Воспоминания о Л. Д. Ландау (Зельдович, Гинзбург) - страница 79

Годы шли, сейчас в ретроспективе многое сливается, часто трудно сказать, что было раньше, а что позже. Близилось роковое воскресенье 7 января 1962 г.

За четыре дня до этого Дау позвонил нам. К телефону подошла жена. Она думала, что нужен я, но Дау звонил именно ей — и не по делу, а поздравить с наступившим Новым годом.
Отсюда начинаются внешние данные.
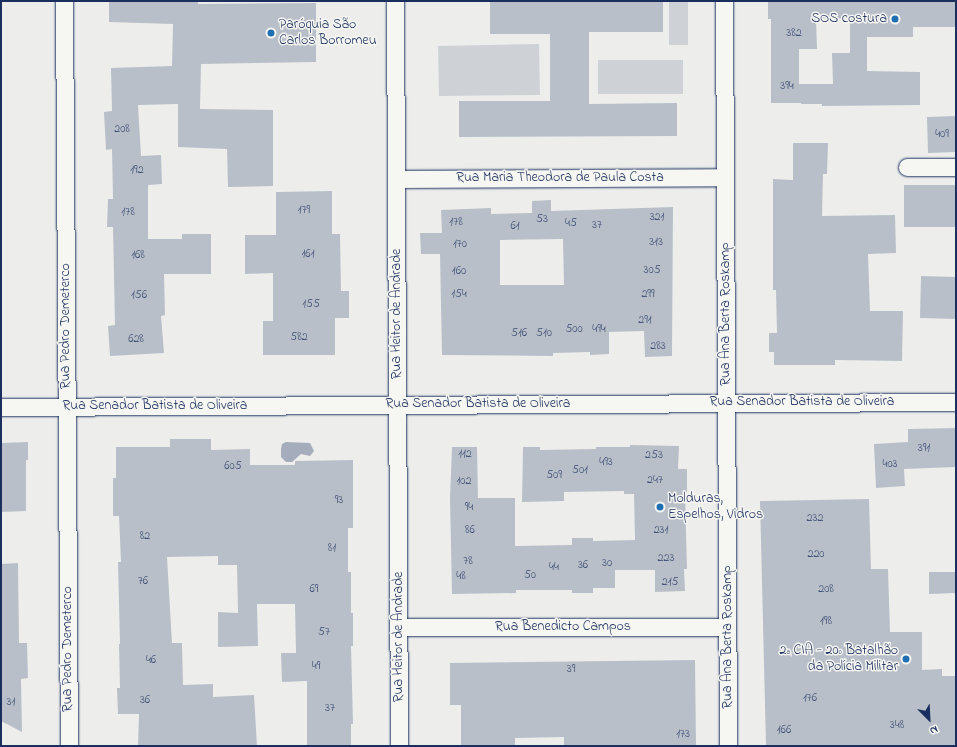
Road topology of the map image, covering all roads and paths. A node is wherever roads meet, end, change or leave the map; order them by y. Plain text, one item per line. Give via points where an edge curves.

Последующие события навсегда запечатлели в нашей памяти поздравление Льва Давидовича, его шутливо-торжественный тон, хотя ничего необычного, особенного тут не было. «Сейчас, когда народы Африки успешно борются за свое освобождение, желаю Вам в Новом году приобрести самостоятельность и свободу», — и дальше обычная «пластинка Дау» о том, что отдыхать надо врозь, что не следует ездить в Тулу со своим самоваром.

Мы должны были встретиться «на той неделе» и собирались пойти вместе в гости.

Но воскресным вечером А. И. Шальников тревожным звонком подключил Н. Н. Семенова к срочным розыскам чистой мочевины, требующейся по настоянию нейрохирургов. Храню памятную картонку с надписью «N 1. Prof. Lev Landau с/о BE А Medical Officer, BEA Medical Centre, London Airport» — от первой лекарственной упаковки, экстренно присланной для Дау Максвеллом из «Пергамон пресс» с первым же лондонским самолетом. Началась эпопея борьбы за жизнь Дау.

Осенью, уже в Институте нейрохирургии, меня впервые впустили к нему в палату, он лежал в постели — дремлющий, непривычно отчужденный, с каким-то незнакомым лицом. В палате был еще А. И. Шальников и другой, незнакомый мне человек. Вскоре он ушел, и я спросил Шальникова, кто это был. Шальников назвал фамилию, и тут послышался слабый голос Дау: «Очень слабый физик», — отрекомендовал он посетителя. Как я обрадовался — жив курилка! Мне показалось, что Дау снова стал прежним, что все вернется на круги своя. Увы, надежды не оправдались. Дау совсем перестал говорить о физике, был почти безучастен к окружающему, постоянно жаловался на боли в ноге, на потерю памяти. Память его сохранилась как-то избирательно, например он по-прежнему свободно говорил по-английски, но многое вовсе улетучилось. Совершенно потеряна им была способность воспринимать новое. К примеру, Я. А. Смородинский и я несколько раз рассказывали ему новость о двух типах нейтрино — электронном и мюонном, и каждый раз он воспринимал это как услышанное только что, впервые. Вместе с тем подчас он высказывал очень меткие мысли и характеристики, тогда перед собеседником мелькал проблеск прежнего Дау.

Особенно характерным для его нового состояния, для трагического положения прикованного Прометея, в котором он оказался, показался мне наш разговор в больнице АН СССР в октябре 1962 г., в день, который был бы полон огромной радости для здорового Дау, в день Нобелевской премии.